WORK TO BE COMPLETED:
Go through the entries below and print each one exactly, leaving out pictures.

DATASET EXCERPTS:

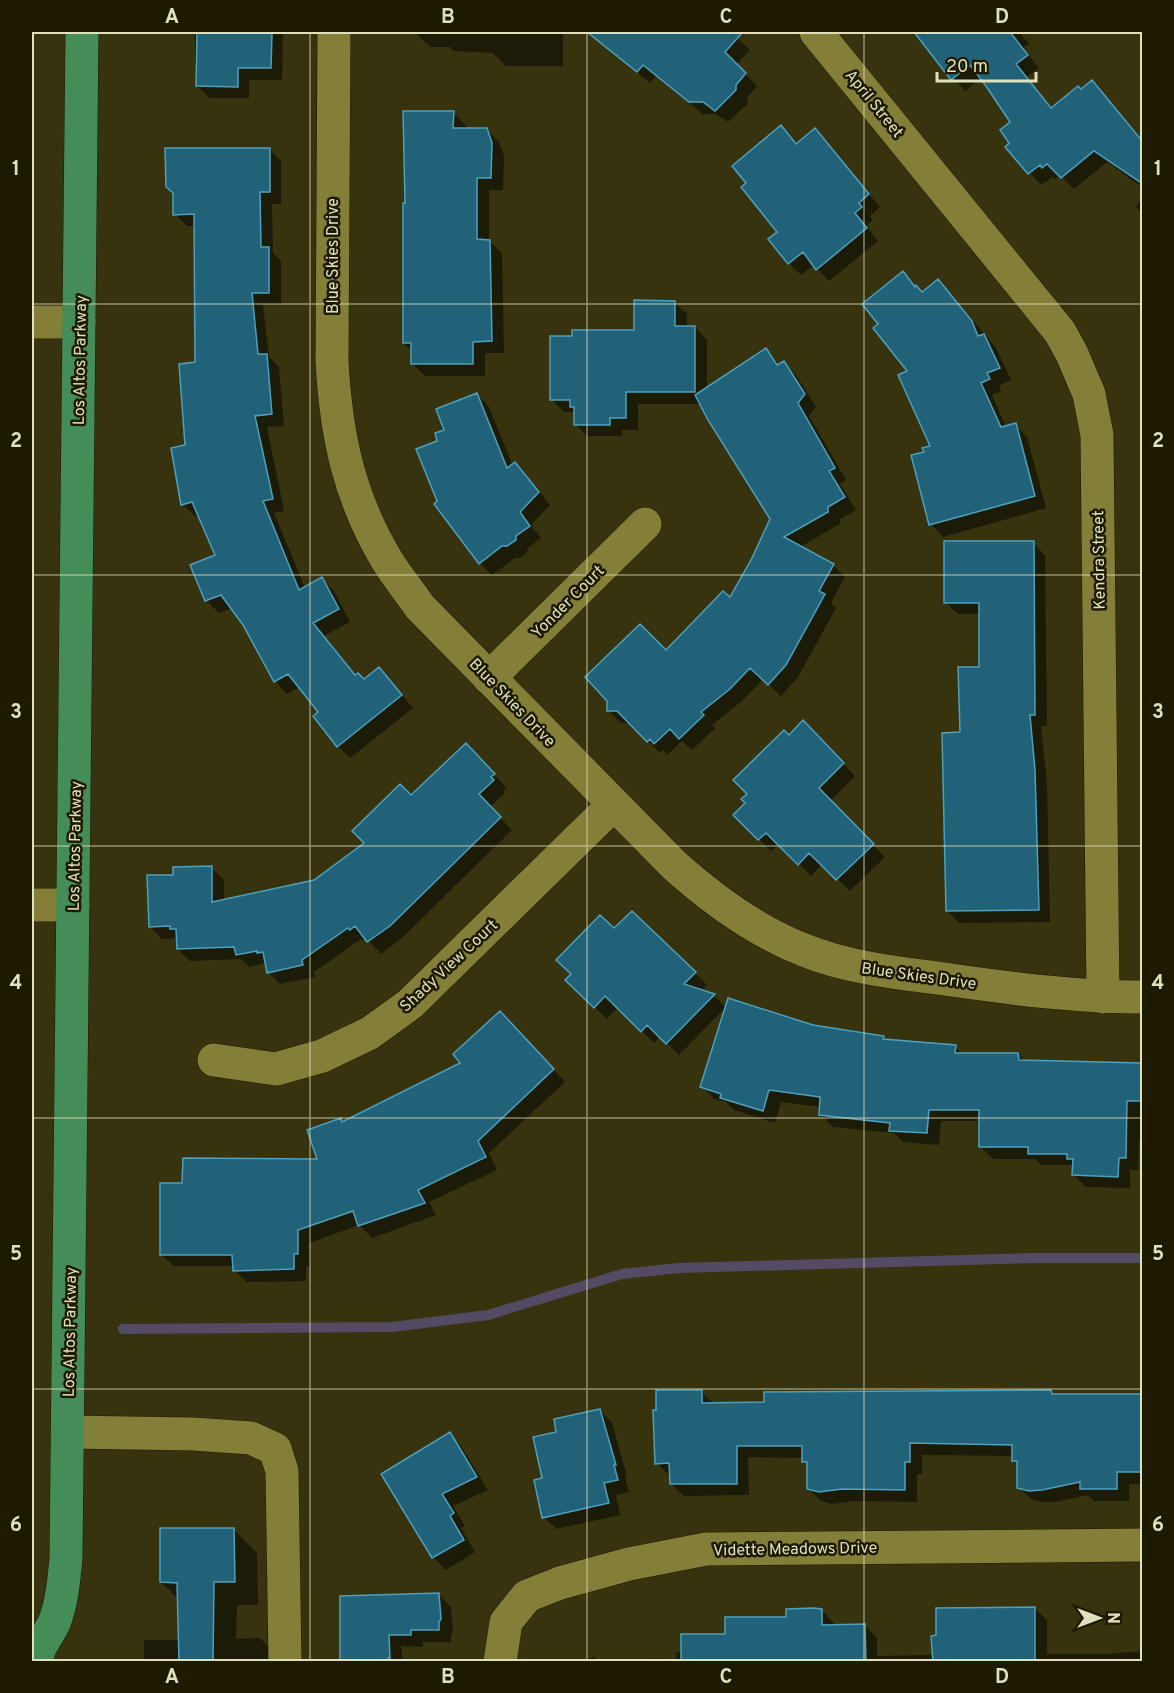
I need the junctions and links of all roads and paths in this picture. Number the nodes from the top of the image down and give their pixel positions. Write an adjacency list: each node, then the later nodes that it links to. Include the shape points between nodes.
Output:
1 (82, 32): 6 (main road, Los Altos Parkway)
2 (334, 32): 8 (street, Blue Skies Drive, via 332,361 334,409 345,465 362,513 388,562 420,607)
3 (816, 32): 4 (street, April Street)
4 (933, 175): 12 (street, Kendra Street, via 1060,332 1089,394 1097,435)
5 (32, 322): 6 (street)
6 (79, 322): 11 (main road, Los Altos Parkway)
7 (645, 524): 8 (street, Yonder Court)
8 (489, 678): 9 (street, Blue Skies Drive)
9 (614, 804): 12 (street, Blue Skies Drive, via 710,897 755,927 803,950 863,968); 14 (street, Shady View Court, via 410,1004 370,1033 322,1056 276,1069)
10 (32, 905): 11 (street)
11 (73, 905): 15 (main road, Los Altos Parkway)
12 (1103, 997): 13 (street, Blue Skies Drive)
13 (1143, 997)
14 (214, 1060)
15 (68, 1432): 17 (main road, Los Altos Parkway, via 63,1590 54,1622); 18 (street, via 250,1438 275,1449 282,1471)
16 (1143, 1545): 19 (street, Vidette Meadows Drive, via 706,1549 629,1564 527,1596 506,1622)
17 (35, 1654)
18 (285, 1662)
19 (500, 1662)

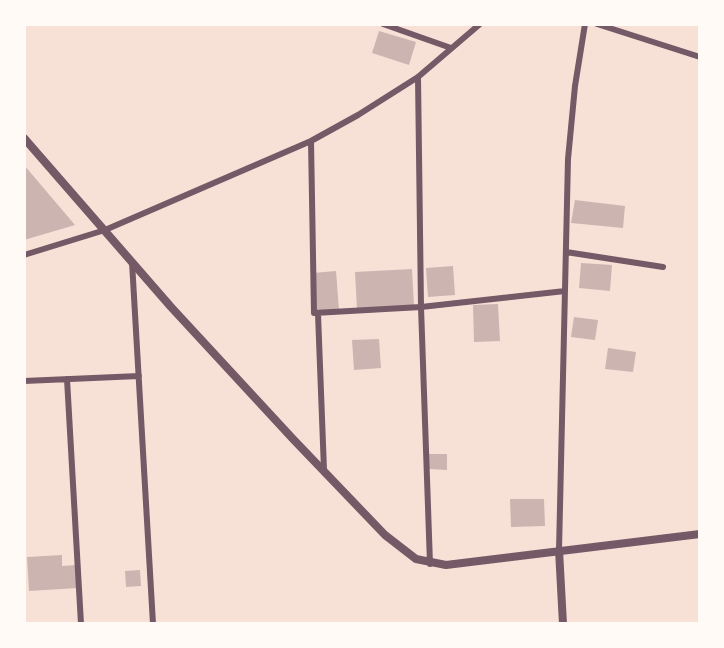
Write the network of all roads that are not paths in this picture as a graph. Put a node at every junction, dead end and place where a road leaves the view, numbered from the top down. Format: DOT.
graph roads {
  1 [pos="383,24"];
  2 [pos="480,24"];
  3 [pos="585,24"];
  4 [pos="597,24"];
  5 [pos="451,48"];
  6 [pos="700,57"];
  7 [pos="417,77"];
  8 [pos="24,138"];
  9 [pos="311,141"];
  10 [pos="105,230"];
  11 [pos="566,252"];
  12 [pos="24,255"];
  13 [pos="132,262"];
  14 [pos="663,267"];
  15 [pos="565,291"];
  16 [pos="421,308"];
  17 [pos="318,314"];
  18 [pos="139,376"];
  19 [pos="67,379"];
  20 [pos="24,381"];
  21 [pos="324,471"];
  22 [pos="700,534"];
  23 [pos="559,550"];
  24 [pos="430,564"];
  25 [pos="81,624"];
  26 [pos="153,624"];
  27 [pos="563,624"];
  1 -- 5 [label="street"];
  2 -- 5 [label="street"];
  3 -- 11 [label="street"];
  4 -- 6 [label="street"];
  5 -- 7 [label="street"];
  7 -- 9 [label="street"];
  7 -- 16 [label="street"];
  8 -- 10 [label="street"];
  9 -- 10 [label="street"];
  9 -- 17 [label="street"];
  10 -- 12 [label="street"];
  10 -- 13 [label="street"];
  11 -- 14 [label="street"];
  11 -- 15 [label="street"];
  13 -- 18 [label="street"];
  13 -- 21 [label="street"];
  15 -- 16 [label="street"];
  15 -- 23 [label="street"];
  16 -- 17 [label="street"];
  16 -- 24 [label="street"];
  17 -- 21 [label="street"];
  18 -- 19 [label="street"];
  18 -- 26 [label="street"];
  19 -- 20 [label="street"];
  19 -- 25 [label="street"];
  21 -- 24 [label="street"];
  22 -- 23 [label="street"];
  23 -- 24 [label="street"];
  23 -- 27 [label="street"];
}
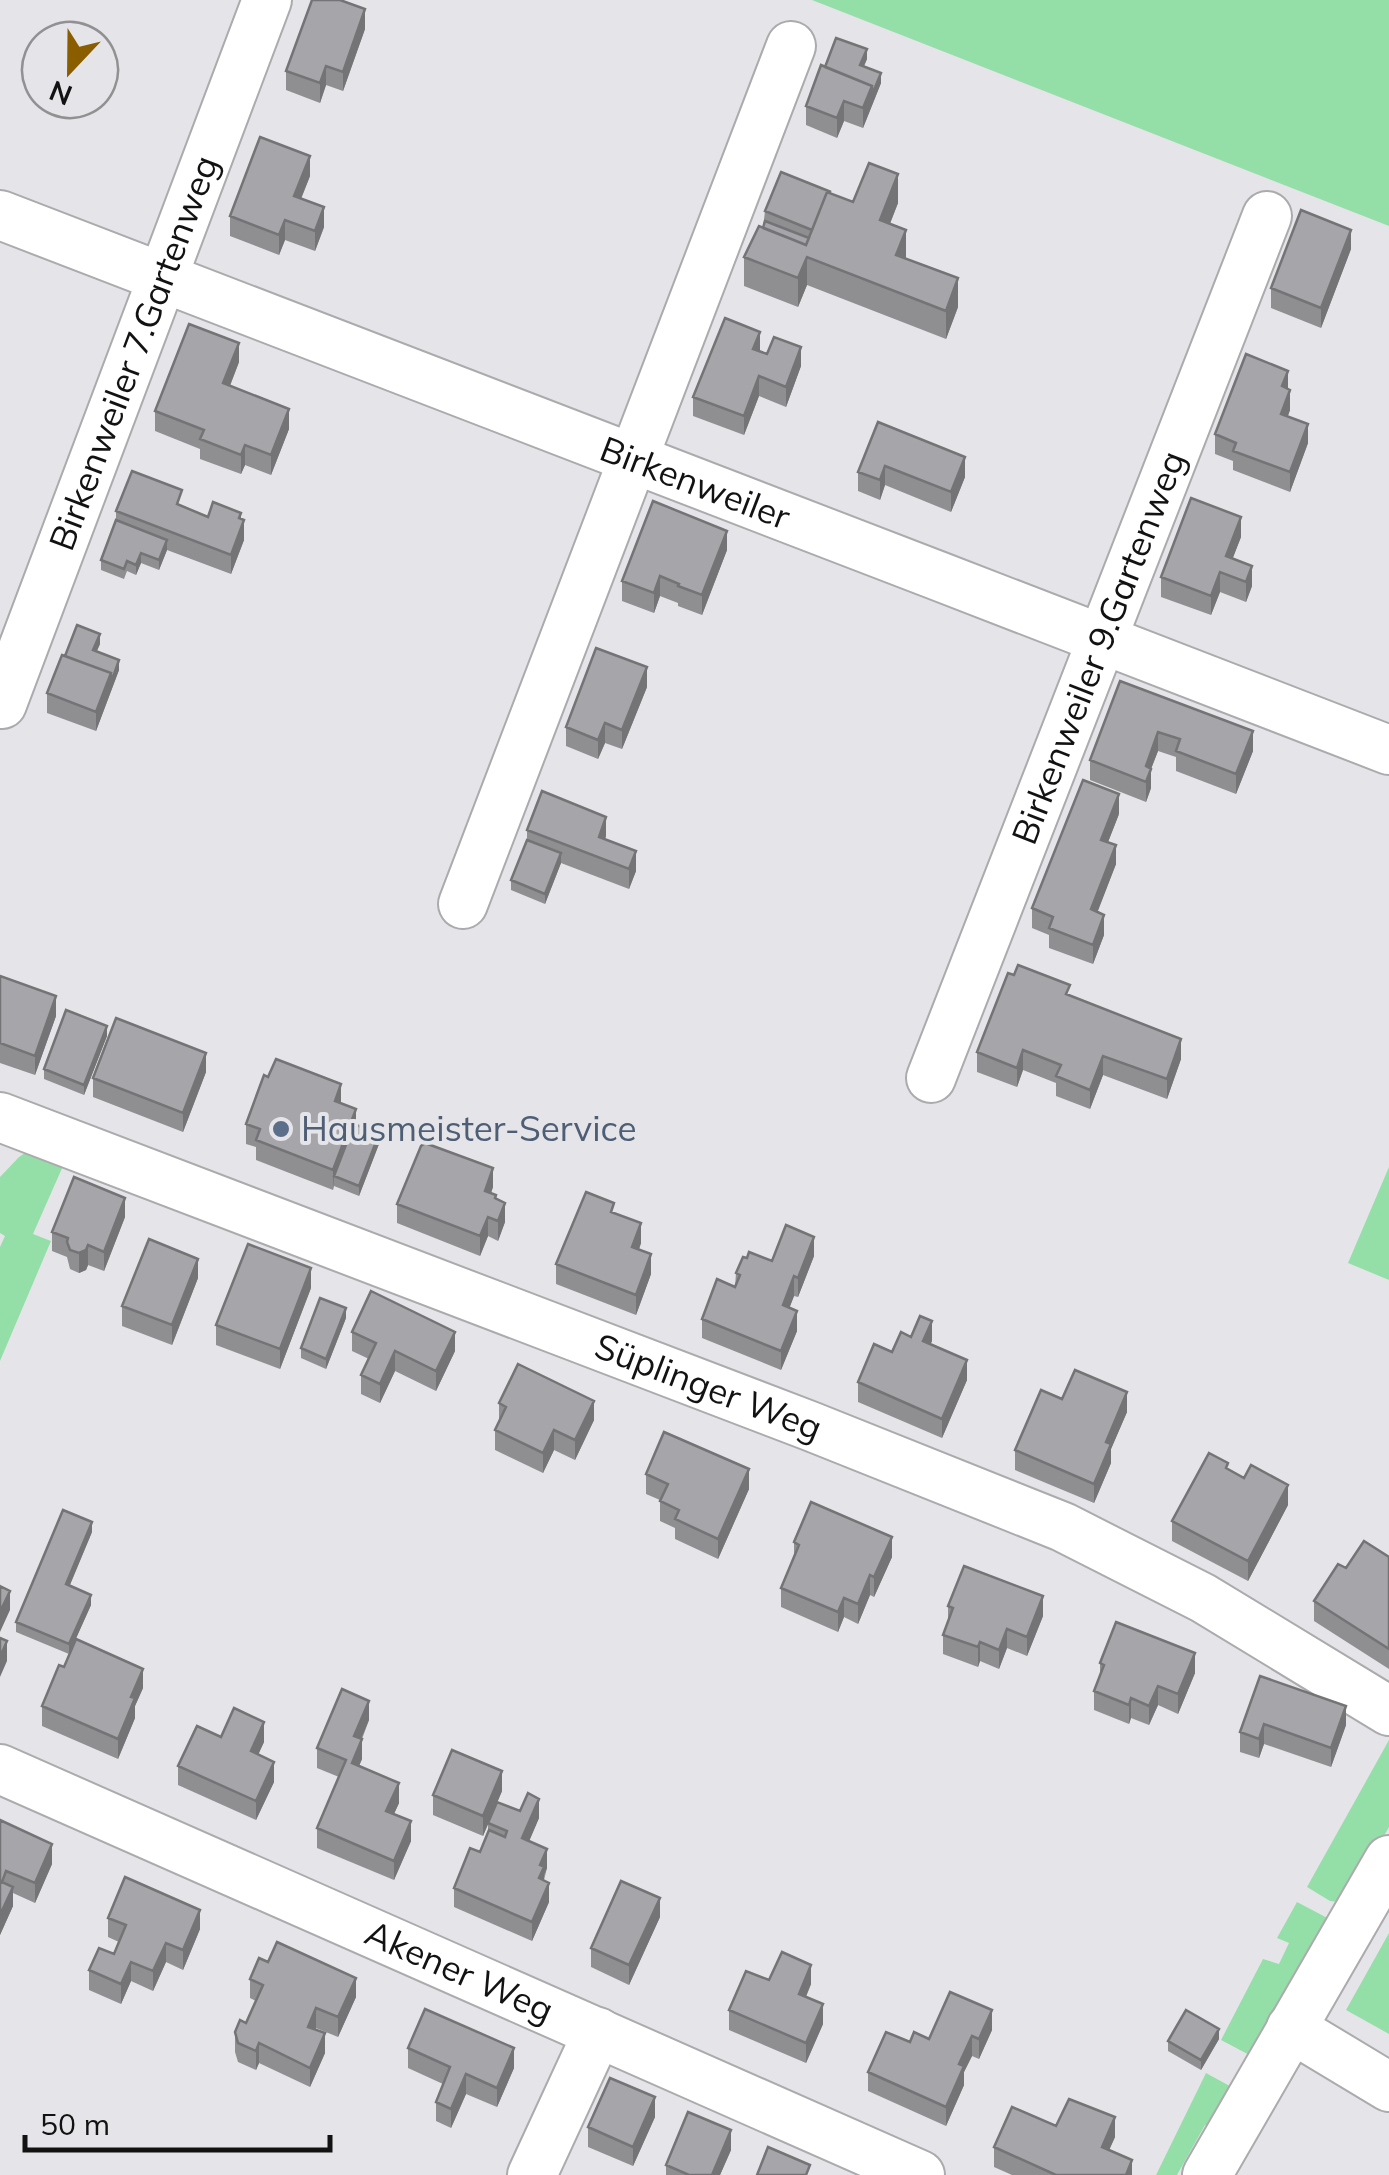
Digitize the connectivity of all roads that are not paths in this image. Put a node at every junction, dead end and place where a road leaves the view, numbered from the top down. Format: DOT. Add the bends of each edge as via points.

FINISHED EXERCISE:
I need the junctions and links of all roads and paths in this picture. Number the nodes from the top of the image down and give their pixel positions. Write an adjacency list: each node, then the later nodes that it links to. Include the shape points between nodes.
Output:
1 (82, 32): 6 (main road, Los Altos Parkway)
2 (334, 32): 8 (street, Blue Skies Drive, via 332,361 334,409 345,465 362,513 388,562 420,607)
3 (816, 32): 4 (street, April Street)
4 (933, 175): 12 (street, Kendra Street, via 1060,332 1089,394 1097,435)
5 (32, 322): 6 (street)
6 (79, 322): 11 (main road, Los Altos Parkway)
7 (645, 524): 8 (street, Yonder Court)
8 (489, 678): 9 (street, Blue Skies Drive)
9 (614, 804): 12 (street, Blue Skies Drive, via 710,897 755,927 803,950 863,968); 14 (street, Shady View Court, via 410,1004 370,1033 322,1056 276,1069)
10 (32, 905): 11 (street)
11 (73, 905): 15 (main road, Los Altos Parkway)
12 (1103, 997): 13 (street, Blue Skies Drive)
13 (1143, 997)
14 (214, 1060)
15 (68, 1432): 17 (main road, Los Altos Parkway, via 63,1590 54,1622); 18 (street, via 250,1438 275,1449 282,1471)
16 (1143, 1545): 19 (street, Vidette Meadows Drive, via 706,1549 629,1564 527,1596 506,1622)
17 (35, 1654)
18 (285, 1662)
19 (500, 1662)

Write the network of all roads that are not paths in this picture as a graph. Put a node at every junction, dead end and place where a road leaves the view, numbered from the top down. Format: DOT.
graph roads {
  1 [pos="383,24"];
  2 [pos="480,24"];
  3 [pos="585,24"];
  4 [pos="597,24"];
  5 [pos="451,48"];
  6 [pos="700,57"];
  7 [pos="417,77"];
  8 [pos="24,138"];
  9 [pos="311,141"];
  10 [pos="105,230"];
  11 [pos="566,252"];
  12 [pos="24,255"];
  13 [pos="132,262"];
  14 [pos="663,267"];
  15 [pos="565,291"];
  16 [pos="421,308"];
  17 [pos="318,314"];
  18 [pos="139,376"];
  19 [pos="67,379"];
  20 [pos="24,381"];
  21 [pos="324,471"];
  22 [pos="700,534"];
  23 [pos="559,550"];
  24 [pos="430,564"];
  25 [pos="81,624"];
  26 [pos="153,624"];
  27 [pos="563,624"];
  1 -- 5 [label="street"];
  2 -- 5 [label="street"];
  3 -- 11 [label="street"];
  4 -- 6 [label="street"];
  5 -- 7 [label="street"];
  7 -- 9 [label="street"];
  7 -- 16 [label="street"];
  8 -- 10 [label="street"];
  9 -- 10 [label="street"];
  9 -- 17 [label="street"];
  10 -- 12 [label="street"];
  10 -- 13 [label="street"];
  11 -- 14 [label="street"];
  11 -- 15 [label="street"];
  13 -- 18 [label="street"];
  13 -- 21 [label="street"];
  15 -- 16 [label="street"];
  15 -- 23 [label="street"];
  16 -- 17 [label="street"];
  16 -- 24 [label="street"];
  17 -- 21 [label="street"];
  18 -- 19 [label="street"];
  18 -- 26 [label="street"];
  19 -- 20 [label="street"];
  19 -- 25 [label="street"];
  21 -- 24 [label="street"];
  22 -- 23 [label="street"];
  23 -- 24 [label="street"];
  23 -- 27 [label="street"];
}
Digitize the connectivity of all roads that are not paths in this image. Put a node at every junction, dead end and place where a road leaves the view, numbered from the top down. Format: DOT. Add the bends of each edge as via points.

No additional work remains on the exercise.